What the task requires ▸ Restate the data word for word. Leave the pictures out.

Input for this task ▸
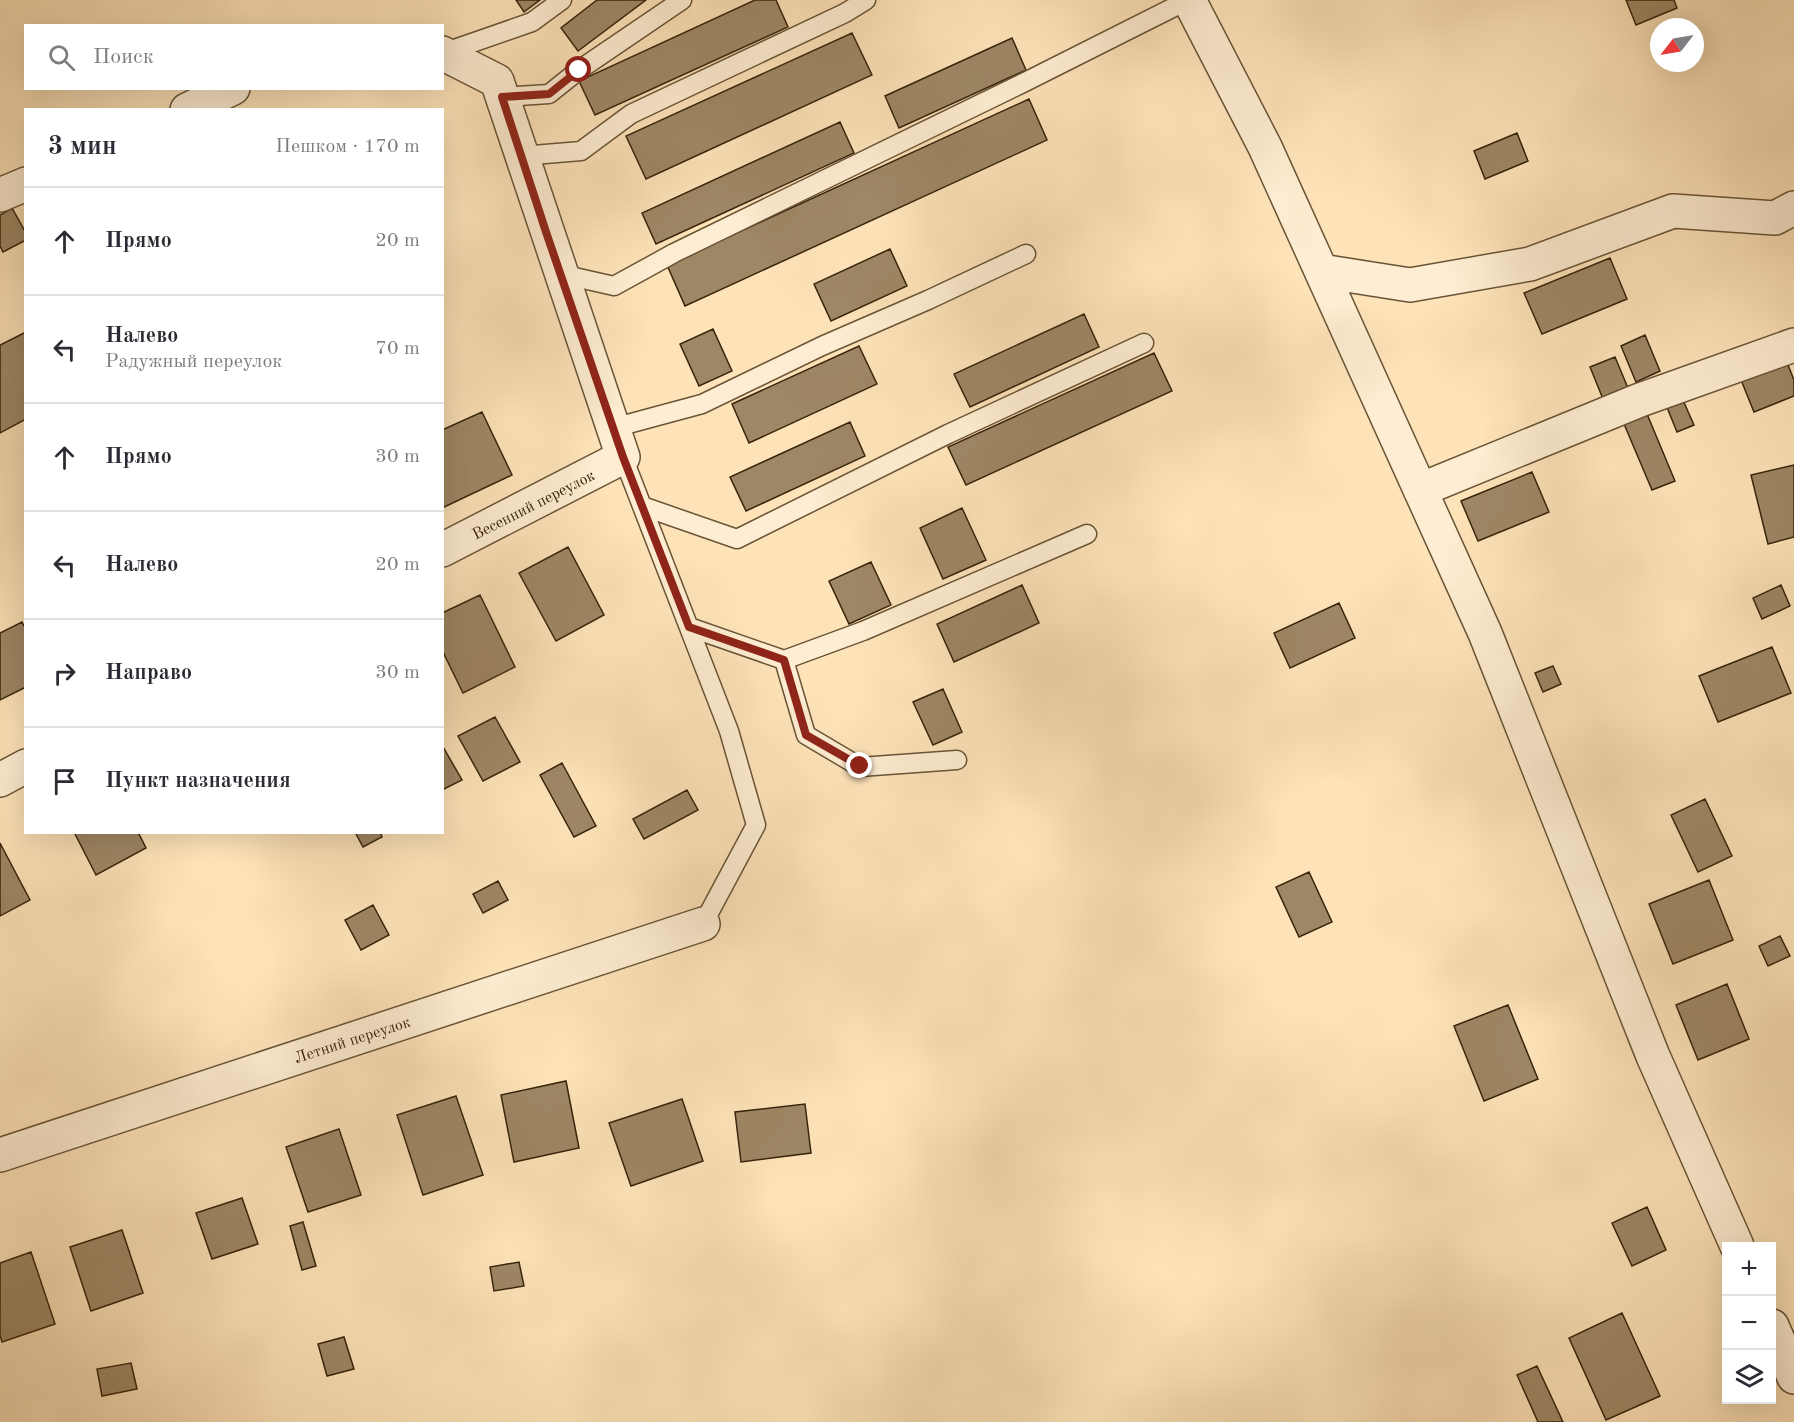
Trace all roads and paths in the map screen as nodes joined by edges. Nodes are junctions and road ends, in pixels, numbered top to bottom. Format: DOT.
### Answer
graph roads {
  1 [pos="562,0"];
  2 [pos="682,0"];
  3 [pos="866,0"];
  4 [pos="1188,0"];
  5 [pos="444,53"];
  6 [pos="444,54"];
  7 [pos="228,90"];
  8 [pos="502,97"];
  9 [pos="191,108"];
  10 [pos="521,156"];
  11 [pos="24,185"];
  12 [pos="0,195"];
  13 [pos="1794,208"];
  14 [pos="1026,254"];
  15 [pos="1321,271"];
  16 [pos="561,274"];
  17 [pos="1144,343"];
  18 [pos="1794,345"];
  19 [pos="618,442"];
  20 [pos="1420,490"];
  21 [pos="642,506"];
  22 [pos="1087,534"];
  23 [pos="444,549"];
  24 [pos="689,627"];
  25 [pos="784,660"];
  26 [pos="957,760"];
  27 [pos="24,767"];
  28 [pos="0,780"];
  29 [pos="703,924"];
  30 [pos="0,1155"];
  31 [pos="1735,1242"];
  32 [pos="1776,1335"];
  33 [pos="1794,1377"];
  1 -- 5 [label="lane"];
  2 -- 8 [label="lane"];
  3 -- 10 [label="lane"];
  4 -- 15 [label="street"];
  4 -- 16 [label="lane"];
  6 -- 8 [label="street"];
  7 -- 9 [label="street"];
  8 -- 10 [label="street"];
  10 -- 16 [label="street"];
  11 -- 12 [label="street"];
  13 -- 15 [label="street"];
  14 -- 19 [label="lane"];
  15 -- 20 [label="street"];
  16 -- 19 [label="street"];
  17 -- 21 [label="lane"];
  18 -- 20 [label="street"];
  19 -- 21 [label="lane"];
  19 -- 23 [label="street, Весенний переулок"];
  20 -- 31 [label="street"];
  21 -- 24 [label="lane"];
  22 -- 25 [label="lane"];
  24 -- 25 [label="lane"];
  24 -- 29 [label="lane"];
  25 -- 26 [label="lane"];
  27 -- 28 [label="street"];
  29 -- 30 [label="street, Летний переулок"];
  32 -- 33 [label="street"];
}
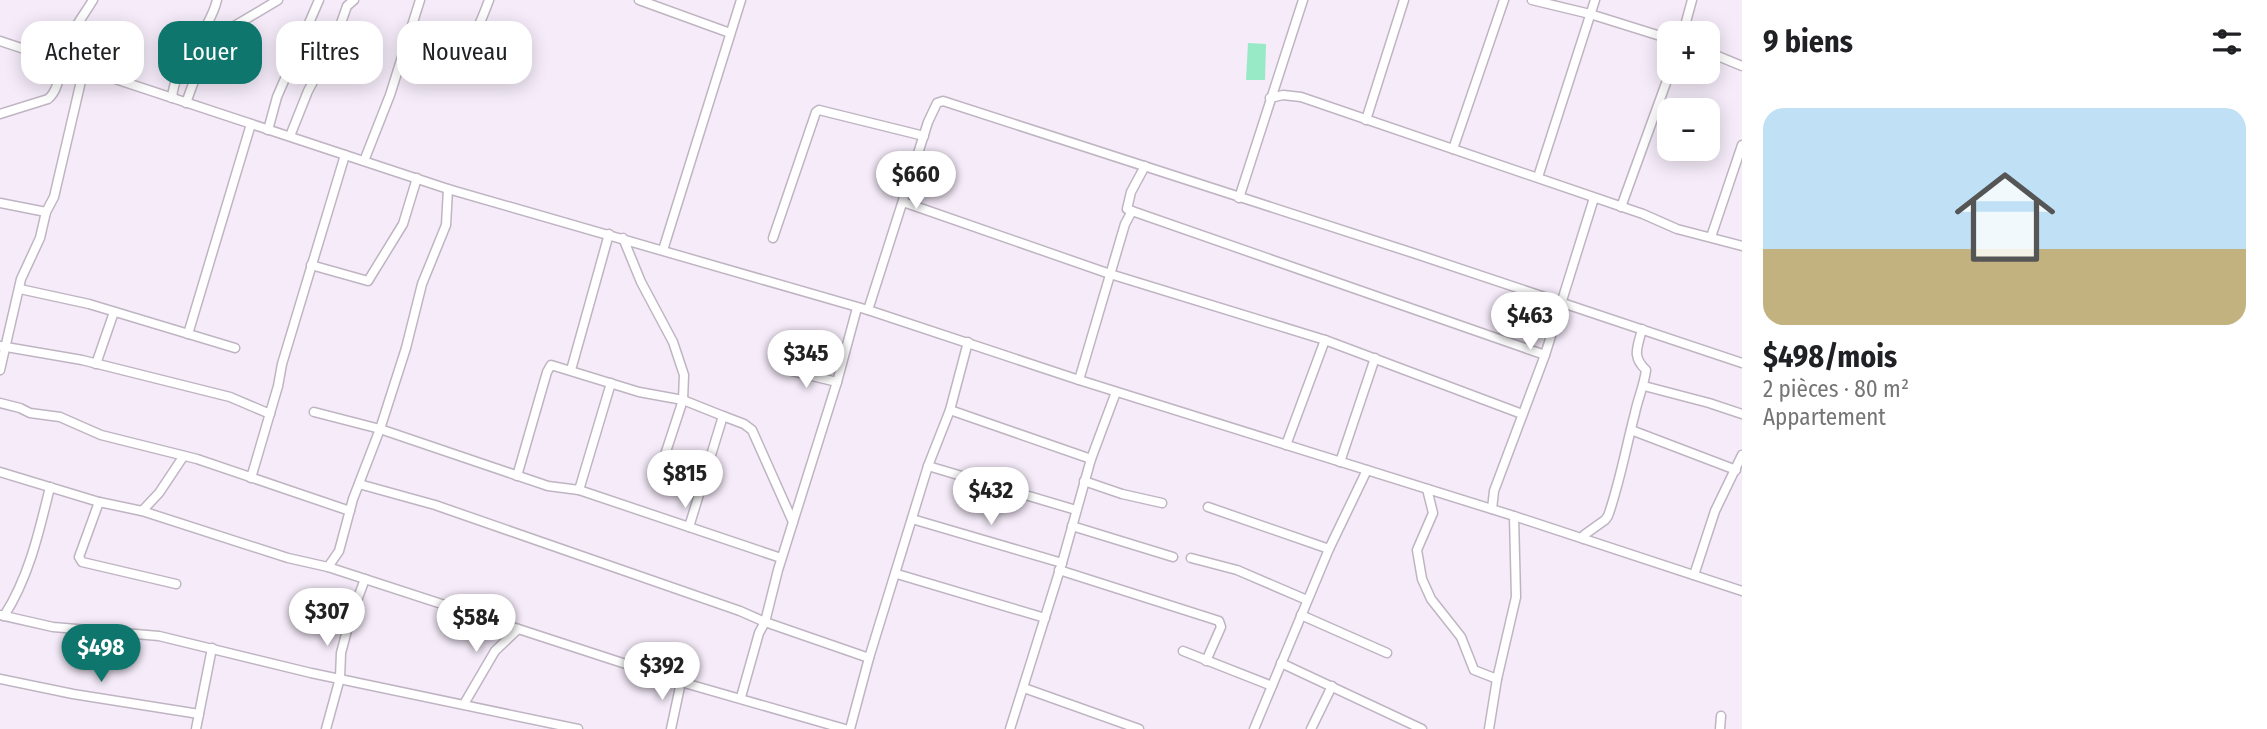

Answer space ▸
Trace all roads and paths in the map screen as nodes joined by edges. Nodes are junctions and road ends, in pixels, numbered top to bottom. Format: DOT.
### Answer
graph roads {
  1 [pos="562,0"];
  2 [pos="682,0"];
  3 [pos="866,0"];
  4 [pos="1188,0"];
  5 [pos="444,53"];
  6 [pos="444,54"];
  7 [pos="228,90"];
  8 [pos="502,97"];
  9 [pos="191,108"];
  10 [pos="521,156"];
  11 [pos="24,185"];
  12 [pos="0,195"];
  13 [pos="1794,208"];
  14 [pos="1026,254"];
  15 [pos="1321,271"];
  16 [pos="561,274"];
  17 [pos="1144,343"];
  18 [pos="1794,345"];
  19 [pos="618,442"];
  20 [pos="1420,490"];
  21 [pos="642,506"];
  22 [pos="1087,534"];
  23 [pos="444,549"];
  24 [pos="689,627"];
  25 [pos="784,660"];
  26 [pos="957,760"];
  27 [pos="24,767"];
  28 [pos="0,780"];
  29 [pos="703,924"];
  30 [pos="0,1155"];
  31 [pos="1735,1242"];
  32 [pos="1776,1335"];
  33 [pos="1794,1377"];
  1 -- 5 [label="lane"];
  2 -- 8 [label="lane"];
  3 -- 10 [label="lane"];
  4 -- 15 [label="street"];
  4 -- 16 [label="lane"];
  6 -- 8 [label="street"];
  7 -- 9 [label="street"];
  8 -- 10 [label="street"];
  10 -- 16 [label="street"];
  11 -- 12 [label="street"];
  13 -- 15 [label="street"];
  14 -- 19 [label="lane"];
  15 -- 20 [label="street"];
  16 -- 19 [label="street"];
  17 -- 21 [label="lane"];
  18 -- 20 [label="street"];
  19 -- 21 [label="lane"];
  19 -- 23 [label="street, Весенний переулок"];
  20 -- 31 [label="street"];
  21 -- 24 [label="lane"];
  22 -- 25 [label="lane"];
  24 -- 25 [label="lane"];
  24 -- 29 [label="lane"];
  25 -- 26 [label="lane"];
  27 -- 28 [label="street"];
  29 -- 30 [label="street, Летний переулок"];
  32 -- 33 [label="street"];
}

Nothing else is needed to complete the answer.